J’aimerais qu’il y ait de plus en plus de gens, politiciens ou non, qui aient le courage de faire de notre pays un modèle. Que ce soit sur un plan social, par rapport à l’immigration ou à l’Europe. Si on arrivait à résoudre ces questions avec un peu plus de tolérance et de clairvoyance…

Emil:

On doit se demander maintenant comment on va vraiment travailler. Actuellement, tout le monde parle, puis il y aura encore les élections du Conseil Fédéral le 10 décembre… Après, il faudra vraiment arrêter de parler et travailler!

Chappatte:

D’un côté, rien ne va changer. Et en même temps, si on lit la presse, si on s’intéresse au microcosme politique, on aura l’impression que tout a changé, parce que c’est vrai que la politique suisse va être plus mouvementée, et avoir peut-être un intérêt plus grand. Je suis assez curieux de voir 2004 en Suisse…

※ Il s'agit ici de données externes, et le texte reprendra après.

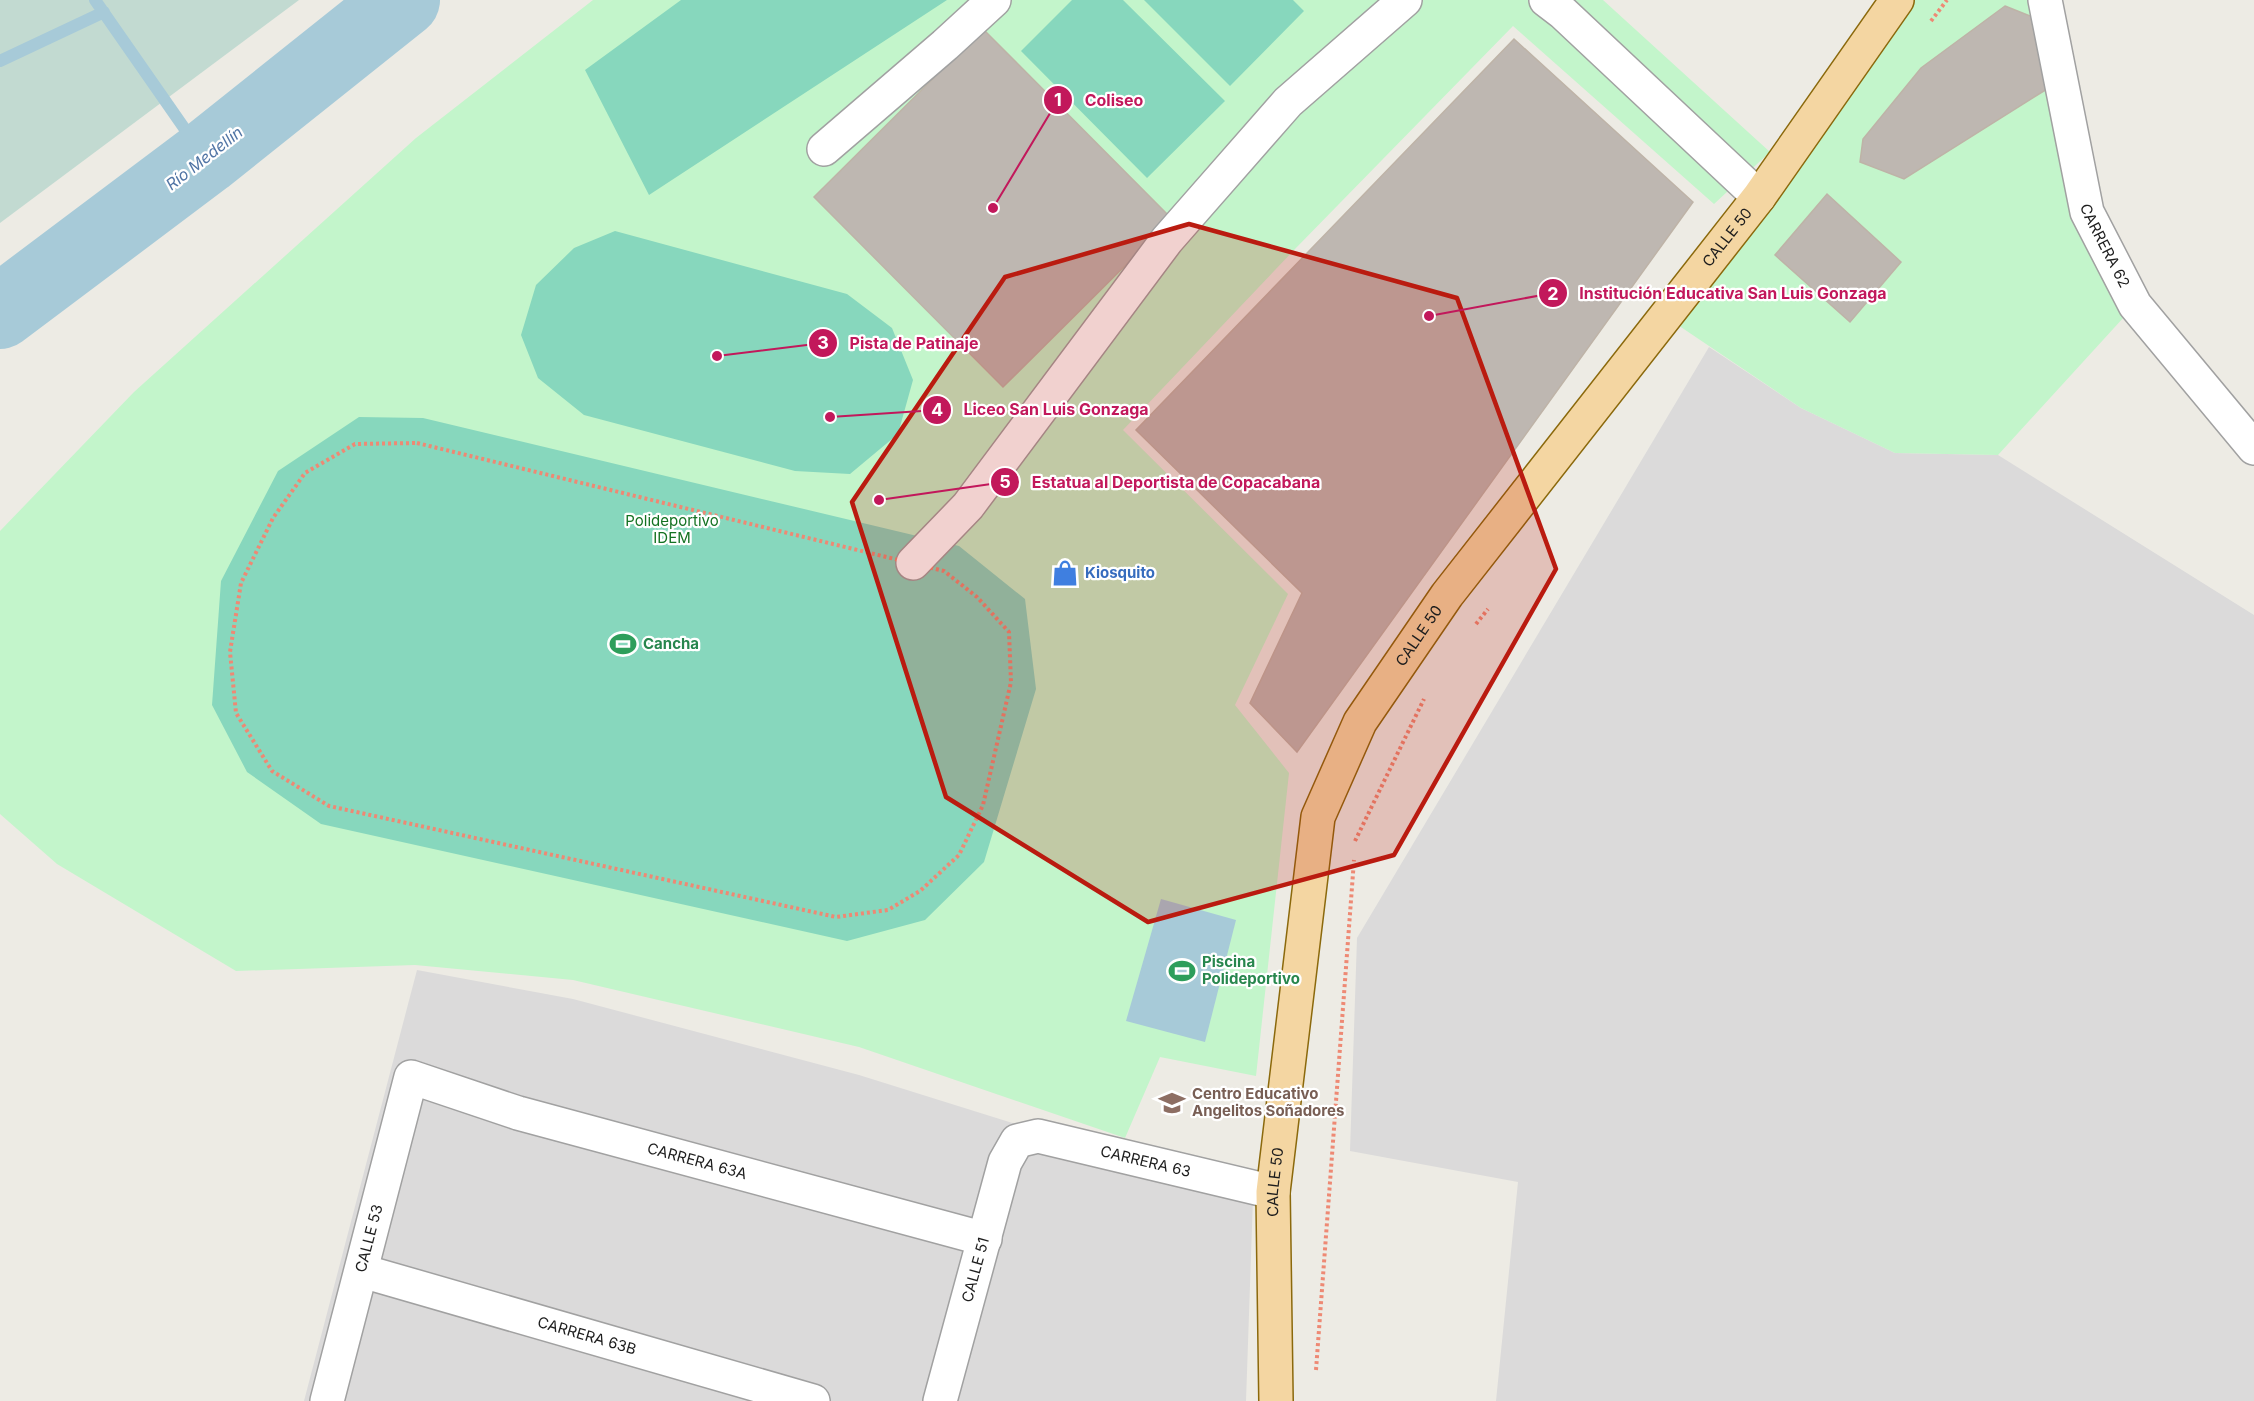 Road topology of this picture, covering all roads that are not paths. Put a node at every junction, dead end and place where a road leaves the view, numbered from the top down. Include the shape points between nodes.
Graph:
1 (994, 0) edge
2 (1405, 0) edge
3 (1546, 0) edge
4 (1897, 0) edge
5 (2045, 0) edge
6 (824, 149) dead end
7 (1759, 197) junction
8 (2254, 448) edge
9 (913, 563) road end
10 (411, 1077) joint
11 (1017, 1141) joint
12 (1273, 1192) junction
13 (986, 1239) junction
14 (362, 1271) junction
15 (327, 1401) edge
16 (813, 1401) edge
17 (940, 1401) edge
18 (1276, 1401) edge

1 - 6 street
2 - 9 street via 1288,102 1167,240 968,506
3 - 7 street
4 - 7 main road, CALLE 50
5 - 8 street, CARRERA 62 via 2087,212 2135,305
7 - 12 main road, CALLE 50 via 1447,596 1360,722 1318,817
10 - 13 street, CARRERA 63A via 518,1113
10 - 14 street, CALLE 53
11 - 12 street, CARRERA 63 via 1038,1136
11 - 13 street, CALLE 51 via 1005,1162
12 - 18 main road, CALLE 50
13 - 17 street, CALLE 51
14 - 15 street, CALLE 53
14 - 16 street, CARRERA 63B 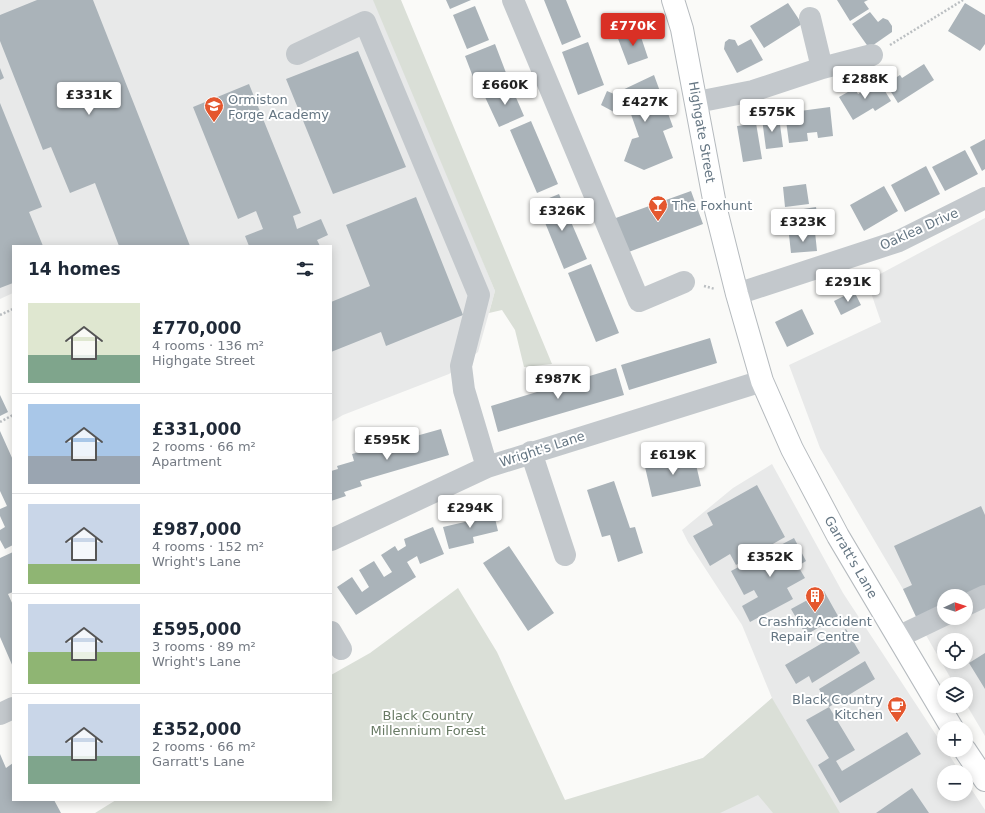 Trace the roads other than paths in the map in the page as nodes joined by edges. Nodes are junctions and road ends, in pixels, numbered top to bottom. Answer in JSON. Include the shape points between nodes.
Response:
{"nodes":[{"id":1,"x":513,"y":0,"type":"edge"},
{"id":2,"x":673,"y":0,"type":"edge"},
{"id":3,"x":810,"y":18,"type":"dead end"},
{"id":4,"x":297,"y":54,"type":"dead end"},
{"id":5,"x":872,"y":55,"type":"road end"},
{"id":6,"x":822,"y":68,"type":"junction"},
{"id":7,"x":697,"y":102,"type":"junction"},
{"id":8,"x":985,"y":198,"type":"edge"},
{"id":9,"x":684,"y":282,"type":"road end"},
{"id":10,"x":737,"y":294,"type":"junction"},
{"id":11,"x":762,"y":381,"type":"junction"},
{"id":12,"x":532,"y":452,"type":"junction"},
{"id":13,"x":487,"y":467,"type":"junction"},
{"id":14,"x":332,"y":540,"type":"edge"},
{"id":15,"x":565,"y":555,"type":"dead end"},
{"id":16,"x":985,"y":596,"type":"edge"},
{"id":17,"x":973,"y":602,"type":"edge"},
{"id":18,"x":937,"y":618,"type":"edge"},
{"id":19,"x":898,"y":637,"type":"junction"},
{"id":20,"x":12,"y":708,"type":"edge"},
{"id":21,"x":0,"y":714,"type":"edge"},
{"id":22,"x":948,"y":721,"type":"edge"},
{"id":23,"x":970,"y":757,"type":"edge"},
{"id":24,"x":985,"y":780,"type":"edge"}],
"edges":[{"from":1,"to":9,"type":"street","via":[[639,301]]},
{"from":2,"to":7,"type":"main road","name":"Highgate Street","via":[[682,29]]},
{"from":3,"to":6,"type":"street"},
{"from":4,"to":13,"type":"street","via":[[365,22],[478,295],[461,366],[464,390]]},
{"from":5,"to":6,"type":"street"},
{"from":6,"to":7,"type":"street","via":[[753,91]]},
{"from":7,"to":10,"type":"main road","name":"Highgate Street","via":[[716,210]]},
{"from":8,"to":10,"type":"street","name":"Oaklea Drive","via":[[899,241]]},
{"from":10,"to":11,"type":"main road","name":"Highgate Street"},
{"from":11,"to":12,"type":"street","name":"Wright's Lane"},
{"from":11,"to":19,"type":"main road","name":"Garratt's Lane","via":[[792,449],[838,536]]},
{"from":12,"to":13,"type":"street","name":"Wright's Lane"},
{"from":12,"to":15,"type":"street"},
{"from":13,"to":14,"type":"street","name":"Wright's Lane"},
{"from":16,"to":17,"type":"street"},
{"from":18,"to":19,"type":"street"},
{"from":19,"to":22,"type":"main road","name":"Garratt's Lane"},
{"from":20,"to":21,"type":"street"},
{"from":23,"to":24,"type":"main road"}]}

On est également curieux de découvrir avec quelles épices Chappatte assaisonnera la cuisine helvétique ces prochains mois. Et si Emil saura toujours être à l’affût de la grisaille qui sommeille en chaque citoyen. Et comment Dimitri continuera à nous faire croire que chacun d’entre nous garde sa part d’enfance…

Car comme le constate Iso Camartin, «en riant, on ne perd jamais son temps».

swissinfo, Bernard Léchot

– La Fondation Oertli a été créée en 1967 à Zurich par l’industriel Walter Oertli. Son action a pour principal objectif de promouvoir une meilleure compréhension entre la Suisse alémanique, la Suisse romande, la Suisse italienne et la Suisse rhéto-romane. Le Prix Oertli date de 1976.

– Patrick Chappatte publie régulièrement ses dessins de presse dans Le Temps, dans l’édition dominicale de la Neue Zürcher Zeitung et, après le supplément littéraire du New York Times, depuis deux ans le International Herald Tribune.
Il a publié plusieurs recueils ainsi que des «reportages dessinés».

– Dimitri est le clown le plus célèbre de Suisse. Alémanique d’origine, né au Tessin, il a notamment participé à plusieurs tournées du Cirque Knie. Il a fondé un théâtre à Verscio (1971), puis une école de théâtre (1975), la Compagnia Teatro Dimitri (1978). C’est toujours à Verscio qu’il crée avec Harald Szeemann le Museo Comico (2000).

– Le cabarettiste lucernois Emil Steinberger a obtenu une reconnaissance nationale grâce à son rôle dans le film «Les faiseurs de Suisses» de Rolf Lyssy. Après avoir monté des spectacles en allemand et en français, il s’est éclipsé plusieurs années aux USA. Depuis son retour, il a publié plusieurs livres et a renoué avec la scène.